Les électeurs de Vervins le renvoyèrent à la Chambre, le 14 mai 1834, par 168 voix sur 315 votants et 394 inscrits, contre 145 à M. Jourdin, puis, à nouveau, aux élections générales du 21 juin suivant.

Nommé, le 7 janvier 1835, ambassadeur à Londres, il fut au terme d'un long débat considéré comme démissionnaire par la Chambre, le 9 mai 1835 et remplacé, comme député à Vervins, le 15 juin, par M. Quinette, se représenta en Corse, le 26 décembre 1835, lors de l'élection partielle motivée par la nomination de son frère, M. Tiburce Sébastiani, au commandement de la 17e division militaire, et fut élu député du 1er collège (Ajaccio) par 95 voix sur 97 votants et 151 inscrits.

Son ambassade de Londres fut marquée par les graves incidents de la constitution du royaume de Belgique, du droit de visite, des affaires d'Orient.

Bien que ne siégeant plus en fait à la Chambre, les électeurs d'Ajaccio lui maintinrent son mandat; le 15 novembre 1837, par 82 voix sur 144 votants et 154 inscrits, et, le 6 mars 1839, par 98 voix sur 137 votants. Le 7 février il céda l'ambassade de Londres à M. Guizot, fut promu maréchal de France le 21 octobre suivant, et fut réélu député à cette occasion, le 20 décembre, par 102 voix sur 102 votants.

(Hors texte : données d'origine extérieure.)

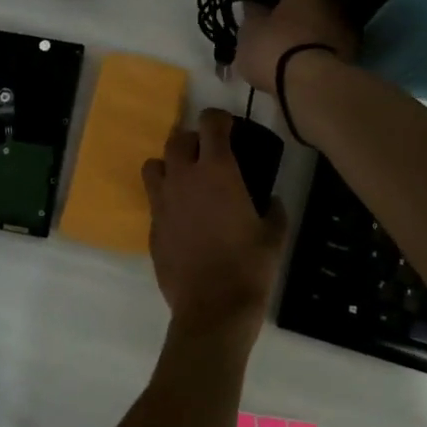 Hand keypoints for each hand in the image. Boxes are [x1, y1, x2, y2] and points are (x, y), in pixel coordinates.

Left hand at [142, 111, 287, 340]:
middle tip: (209, 154)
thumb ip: (274, 210)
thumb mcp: (274, 236)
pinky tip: (183, 217)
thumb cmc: (249, 267)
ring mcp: (162, 202)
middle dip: (193, 140)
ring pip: (154, 165)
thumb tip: (272, 200)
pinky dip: (166, 198)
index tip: (228, 125)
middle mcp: (183, 178)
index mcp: (217, 171)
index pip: (210, 123)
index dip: (219, 118)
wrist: (212, 308)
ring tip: (186, 180)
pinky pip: (154, 199)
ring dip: (169, 165)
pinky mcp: (151, 226)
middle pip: (177, 139)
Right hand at [234, 0, 358, 94]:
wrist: (312, 88)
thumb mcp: (250, 28)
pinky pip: (325, 45)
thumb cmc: (275, 47)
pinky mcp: (352, 55)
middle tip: (267, 26)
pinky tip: (296, 64)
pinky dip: (312, 50)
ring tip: (280, 49)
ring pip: (318, 23)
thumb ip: (251, 10)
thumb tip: (255, 3)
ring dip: (302, 31)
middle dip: (288, 10)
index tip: (256, 3)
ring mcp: (348, 28) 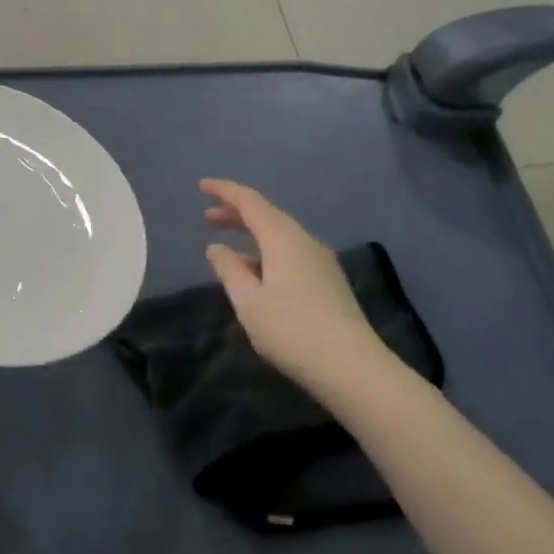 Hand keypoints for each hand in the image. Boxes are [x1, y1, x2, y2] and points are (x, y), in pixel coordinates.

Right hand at [201, 178, 384, 396]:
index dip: (224, 191)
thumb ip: (230, 270)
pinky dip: (266, 250)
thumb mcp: (249, 302)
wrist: (353, 367)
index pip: (249, 201)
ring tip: (227, 244)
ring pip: (280, 234)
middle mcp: (304, 240)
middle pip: (266, 214)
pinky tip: (256, 271)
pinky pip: (290, 251)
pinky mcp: (328, 280)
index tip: (201, 186)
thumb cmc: (292, 331)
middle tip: (207, 216)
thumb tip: (217, 247)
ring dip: (251, 233)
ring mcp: (320, 260)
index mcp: (282, 238)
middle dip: (236, 212) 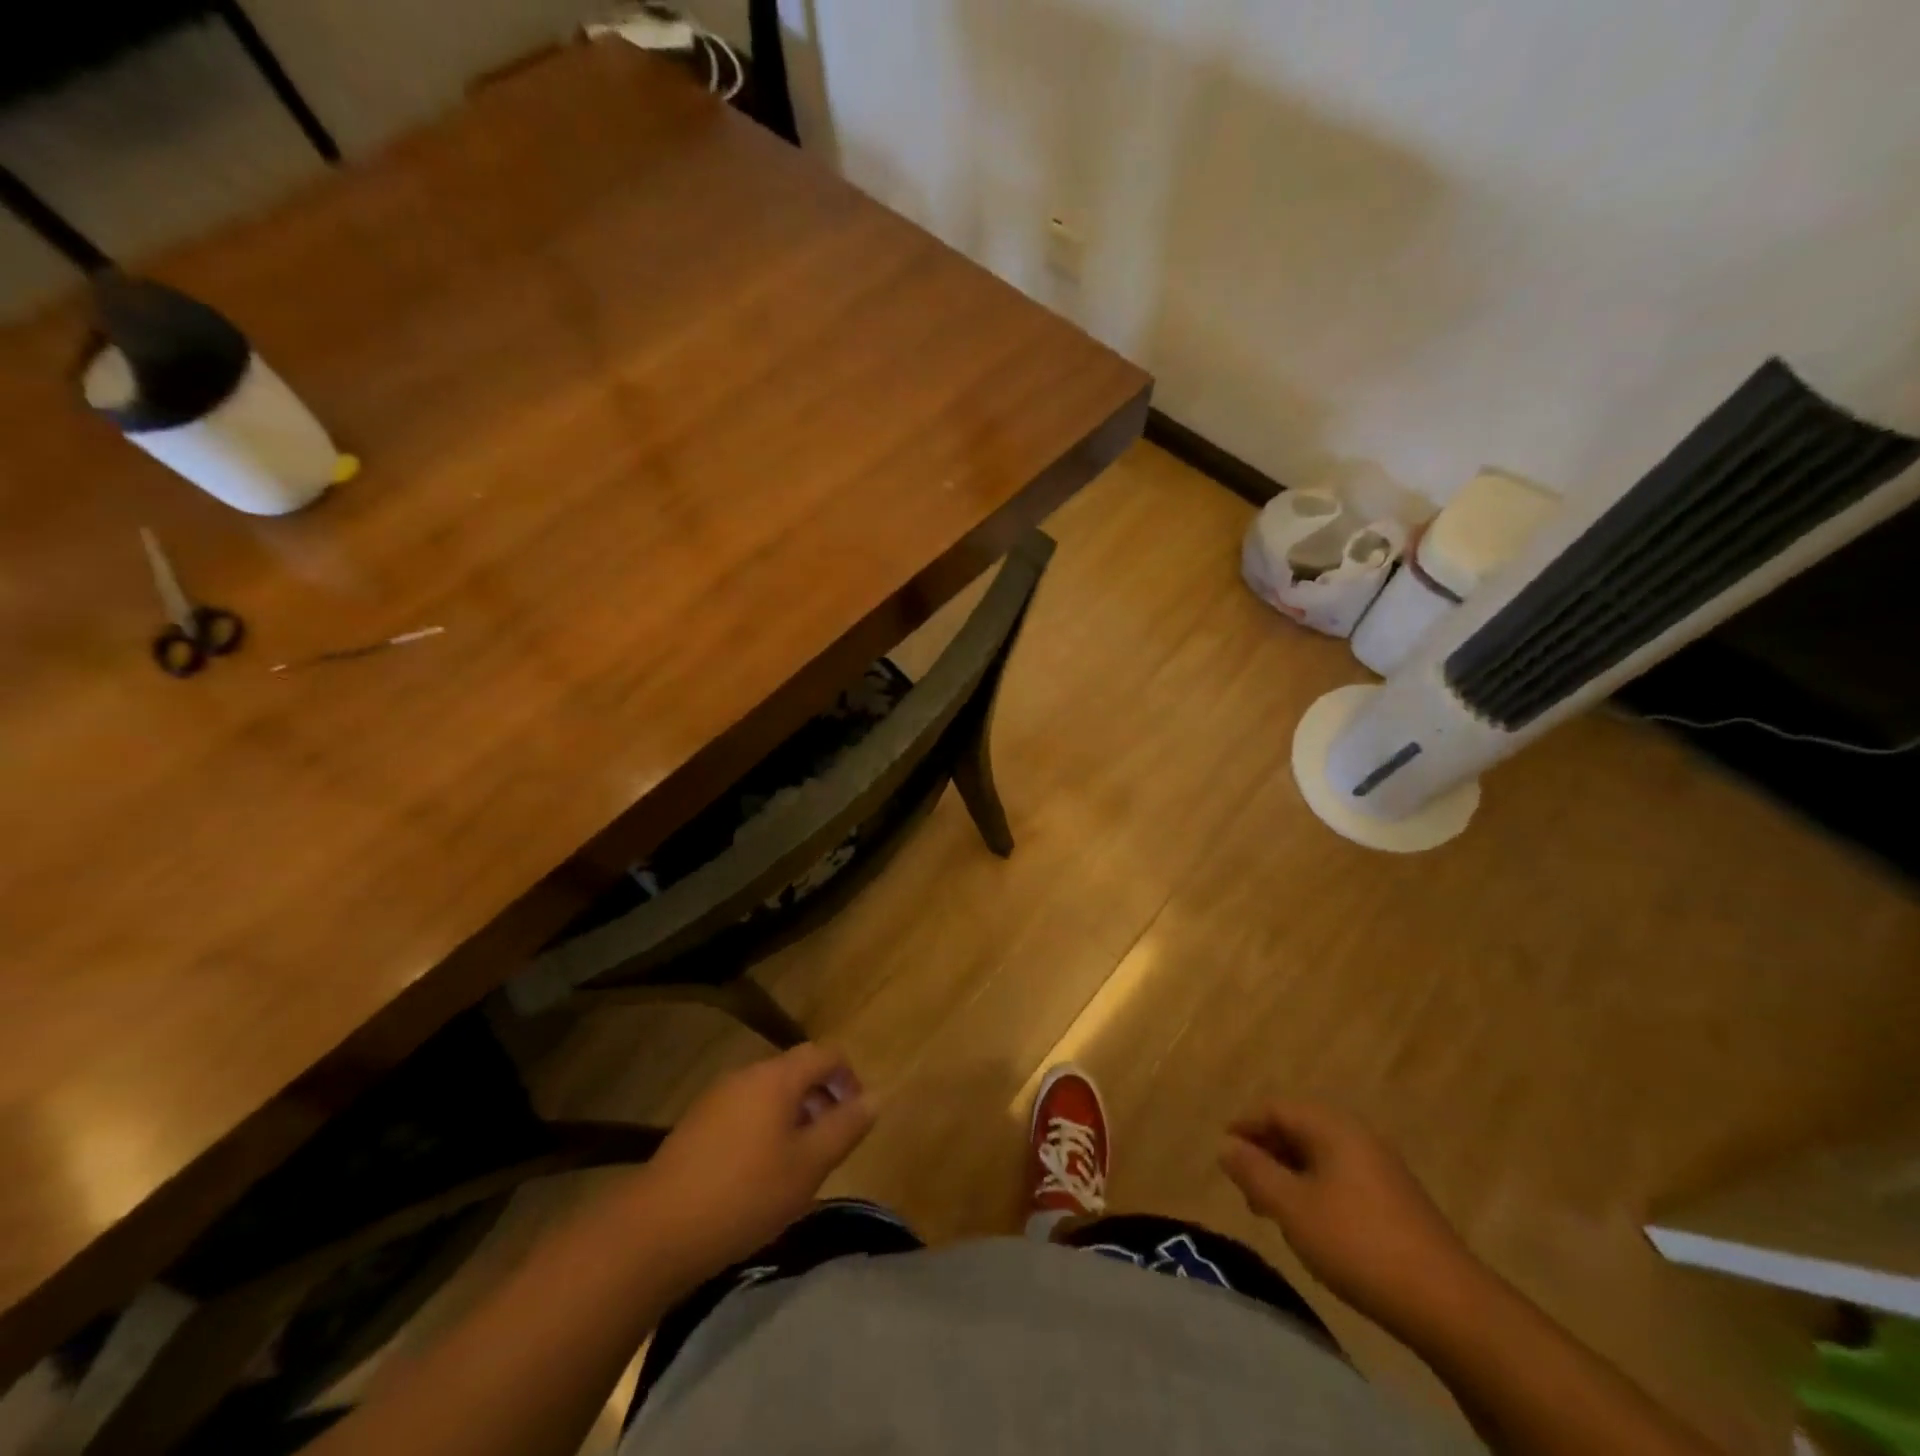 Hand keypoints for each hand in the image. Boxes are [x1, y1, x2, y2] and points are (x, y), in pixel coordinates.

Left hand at [639, 1043, 874, 1274]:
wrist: (655, 1231)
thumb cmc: (744, 1194)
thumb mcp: (808, 1166)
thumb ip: (845, 1127)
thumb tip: (875, 1097)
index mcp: (777, 1076)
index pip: (825, 1053)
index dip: (849, 1077)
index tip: (856, 1117)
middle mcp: (746, 1075)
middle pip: (797, 1071)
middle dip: (822, 1100)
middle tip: (831, 1146)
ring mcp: (717, 1098)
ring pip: (770, 1094)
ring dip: (794, 1117)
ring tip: (798, 1165)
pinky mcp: (697, 1125)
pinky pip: (745, 1112)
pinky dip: (765, 1130)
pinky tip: (759, 1176)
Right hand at [1220, 1100, 1482, 1339]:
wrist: (1450, 1305)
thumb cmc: (1359, 1244)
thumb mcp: (1292, 1208)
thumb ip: (1254, 1172)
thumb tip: (1225, 1145)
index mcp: (1332, 1126)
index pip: (1275, 1108)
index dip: (1244, 1126)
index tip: (1223, 1156)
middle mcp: (1357, 1135)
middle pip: (1297, 1128)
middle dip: (1266, 1152)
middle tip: (1245, 1188)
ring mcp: (1380, 1167)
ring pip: (1319, 1156)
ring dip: (1289, 1175)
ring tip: (1273, 1212)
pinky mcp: (1395, 1199)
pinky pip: (1340, 1177)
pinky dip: (1315, 1190)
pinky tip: (1312, 1226)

Frappé de plusieurs attaques d'apoplexie, il ne s'intéressa plus que fort peu aux débats parlementaires, fut réélu, le 12 juillet 1842, par 97 voix sur 117 votants et 157 inscrits, et, aux élections du 8 août 1846, obtint la, majorité dans les deux collèges électoraux de la Corse, dans le 1er (Ajaccio) à l'unanimité de 102 voix par 102 votants et 155 incrits, dans le 2e (Bastia) avec 186 voix sur 190 votants et 253 inscrits. Il opta pour Ajaccio, et fut remplacé à Bastia, le 10 octobre suivant, par M. du Roure.

L'assassinat de sa fille, la duchesse de Praslin (17 août 1847), acheva de ruiner sa santé déjà fort ébranlée. Il languit encore pendant quatre ans, et mourut à 76 ans. Son corps fut inhumé aux Invalides.

« Il avait, dit un historien, un physique des plus séduisants, une de ces allures qui font insurrection dans les salons et dans les boudoirs; de longs cheveux bouclés encadrent merveilleusement sa tête harmonieuse, qui semble une conception raphaélique. »

Marié en premières noces (1805) à Mlle de Coigny, qui mourut en couches en 1807, il était, par son second mariage avec Mlle de Gramont, proche parent du prince de Polignac.

On a de lui : Etat actuel de la Corse (1821), sous le pseudonyme de P. S. Pompéi.